Cross words take weak GSM crypto into 2010

The Summer Holiday Crossword Competition is open until the end of 2009 in any regular timezone, so you have until 2009-12-31T23:59:59-12:00 to enter. (That’s 11pm on NYD in Sydney.)

The guaranteed prizes for the first three correct entries were snapped up within a few hours, but you can still enter solutions for the draw.

Quite a few solvers couldn’t finish without resorting to brute force against the answer hashes in the puzzle’s JavaScript. They found that the hash algorithm used was very poor, producing unexpectedly large numbers of collisions.

Since there are 98503 possible hashes (ranging from 0 to 98502 – see code below), and since there are 456,976 four-letter answers (26x26x26x26), you would expect an average of about 4.6 collisions per hash value for each word. But the first four-letter word in the puzzle has a hash which collides with a whopping 112 other answers.

The blue bars in the graph show the number of collisions for the first 70 hashes of four-letter words, using an algorithm with an output distribution which matches that of a random number generator. The red bars show the collision statistics for the crossword hash. Most red hash values never appear, causing statistically absurd numbers of collisions for those which do.

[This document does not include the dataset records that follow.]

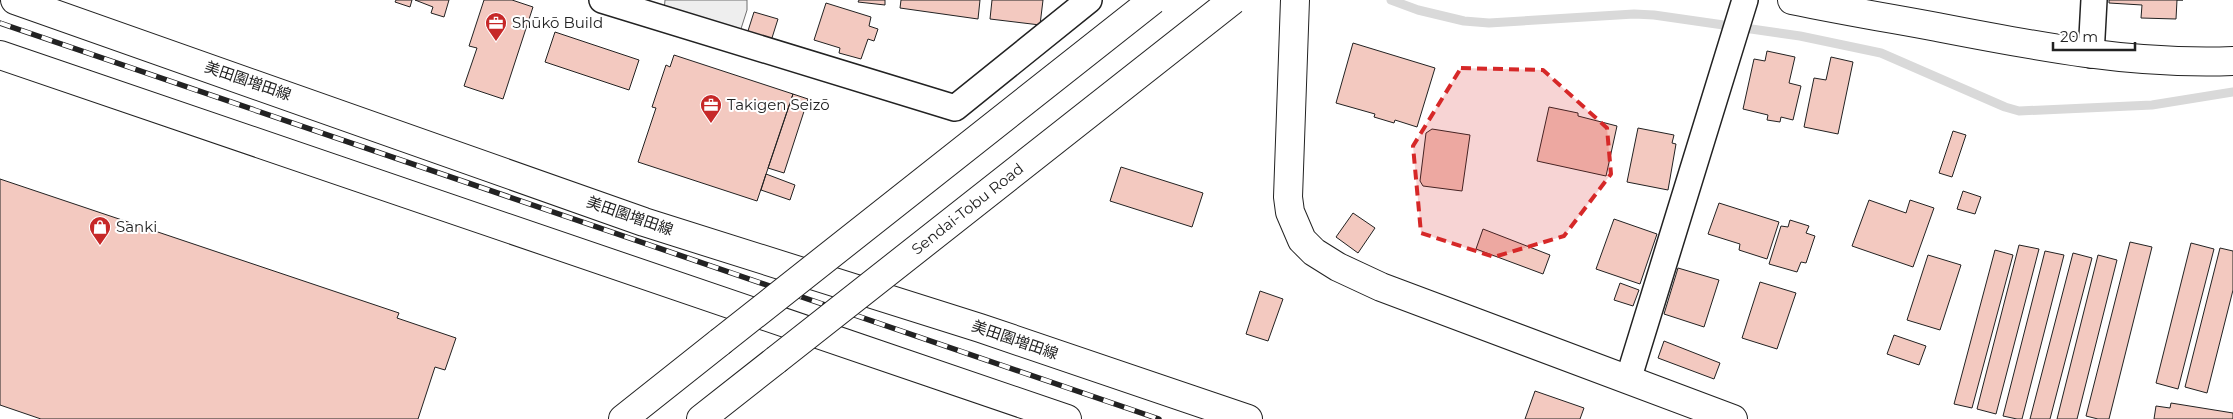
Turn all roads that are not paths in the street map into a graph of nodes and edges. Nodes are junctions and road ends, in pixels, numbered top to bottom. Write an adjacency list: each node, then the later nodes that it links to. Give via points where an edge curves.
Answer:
1 (15, 0): 17 (main road, 美田園増田線, via 644,222 980,328)
2 (602, 0): 3 (street, via 955,108)
3 (1089, 0)
4 (1154, 0): 14 (main road, bridge)
5 (1233, 0): 15 (main road, Sendai-Tobu Road, bridge)
6 (1294, 0): 13 (main road, via 1288,196 1290,212 1302,240 1338,267 1382,287)
7 (1792, 0): 11 (main road)
8 (2094, 0): 11 (street)
9 (1743, 7): 13 (street)
10 (0, 55): 16 (main road)
11 (2091, 55): 12 (main road)
12 (2233, 61)
13 (1628, 380): 18 (main road)
14 (623, 419)
15 (701, 419)
16 (1067, 419)
17 (1248, 419)
18 (1732, 419)

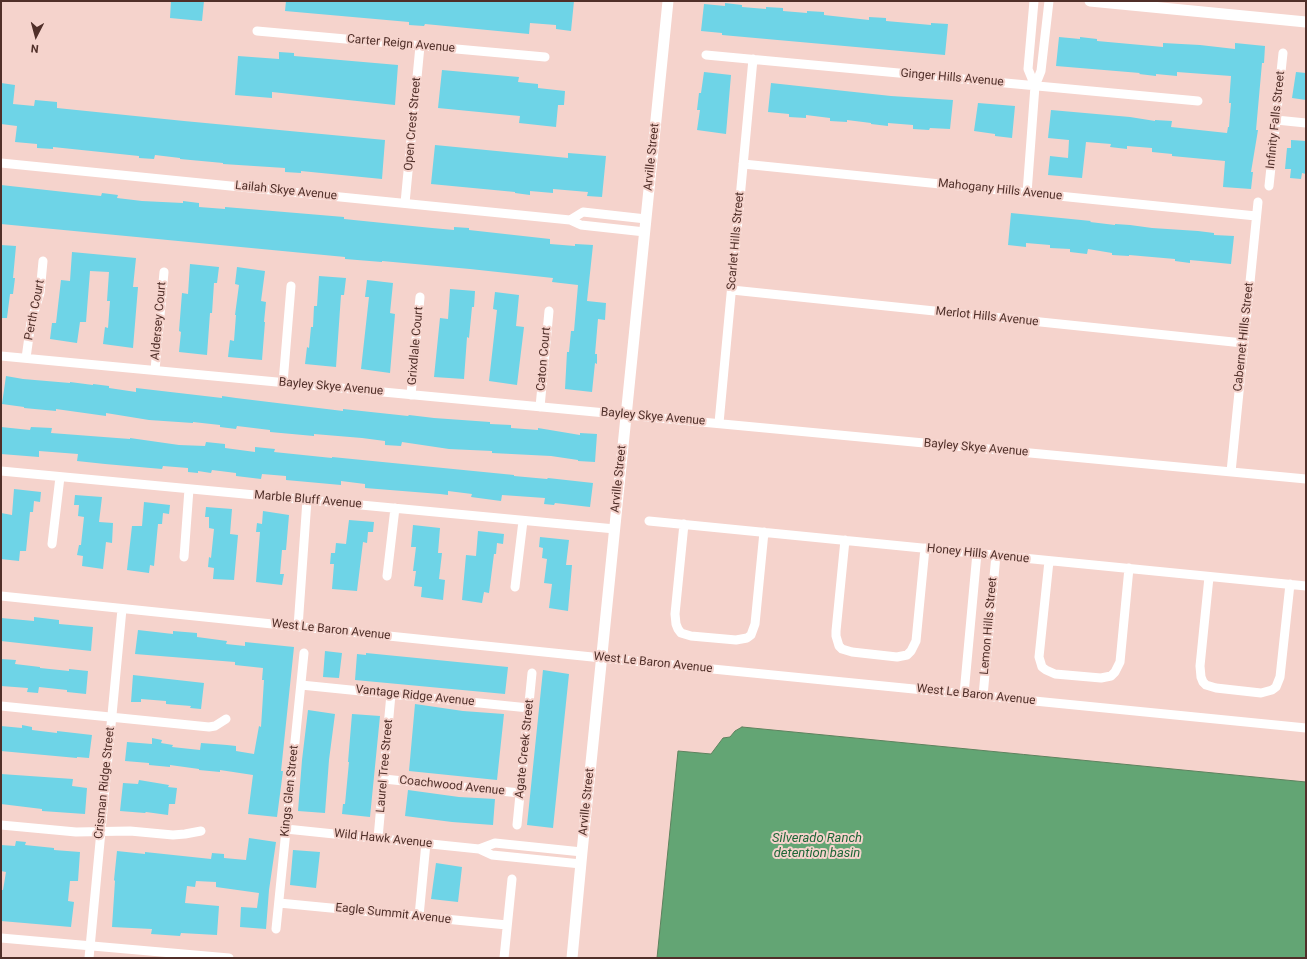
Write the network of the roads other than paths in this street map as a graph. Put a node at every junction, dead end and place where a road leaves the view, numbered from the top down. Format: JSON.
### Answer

Interestingly, the blue bars above are generated by an algorithm which looks very similar to the crossword hash, as indicated in the pseudo-code for the original and the modified hash on the right.

As always, in matters of hashing and indexing, as in cryptography, the devil is in the details. Choices made when designing and implementing an algorithm can have a significant impact on its effectiveness and durability.

Algorithms which were originally thought to mix their inputs sufficiently to resist analytical attacks may be found to have flaws which limit their safety. Similarly, key or hash lengths which were resistant to brute force attacks five or ten years ago may have insufficient keyspace for today.

Algorithms may look statistically attractive even though they were not designed for any sort of operational correctness – like the blue hash algorithm above. For four-letter words, this produces a distribution of collision counts which almost perfectly matches the Poisson distribution expected from a good random number generator. Yet there was no science at all to my tweak. It was made up on the spot.

So it is rather surprising that the GSM Association is still in denial about the cryptographic weaknesses of the 64-bit A5/1 encryption algorithm, which is used to this day by most GSM phone handsets.

In December 1999, when the credulous amongst us still believed that the billions of dollars poured into the so-called millennium bug was money well-spent, two Israeli cryptanalysts were already warning about problems with A5/1. In 2003, further research in Israel led to the headline Technion team cracks GSM cellular phone encryption.

Now, cryptograper Karsten Nohl has taken these long-held concerns about GSM one step further, publishing the results of team work which suggests that “a full GSM interceptor to collect GSM data could hypothetically be built from open source components”.

Nevertheless, the GSM Association insists that there is no cause for concern, claiming that Nohl’s work is “a long way from being a practical attack on GSM”. According to the GSMA, “a hacker would need a radio receiver system and the signal processing software necessary to process the raw radio data. The complex knowledge required to develop such software is subject to intellectual property rights, making it difficult to turn into a commercial product.” GSMA also points out that “intercepting a mobile call is likely to constitute a criminal offence in most jurisdictions.”

So we can all rest easy. The fear of civil liability from the intellectual property violations alone will surely be enough to dissuade even the most scofflaw cybercriminal, to just the same degree that fear of the courts has greatly diminished phishing, piracy, spam and malware creation.

(As both the GSMA and Nohl point out, a superior A5 algorithm variant, A5/3, based on 128-bit keys rather than 64-bit keys, has been available for more than a decade. At the rate new phone handsets are churned onto the market, and old ones cast aside in the name of progress, it does seem to beggar belief that handset crypto is still stuck back in 99. Sorry, 1999.)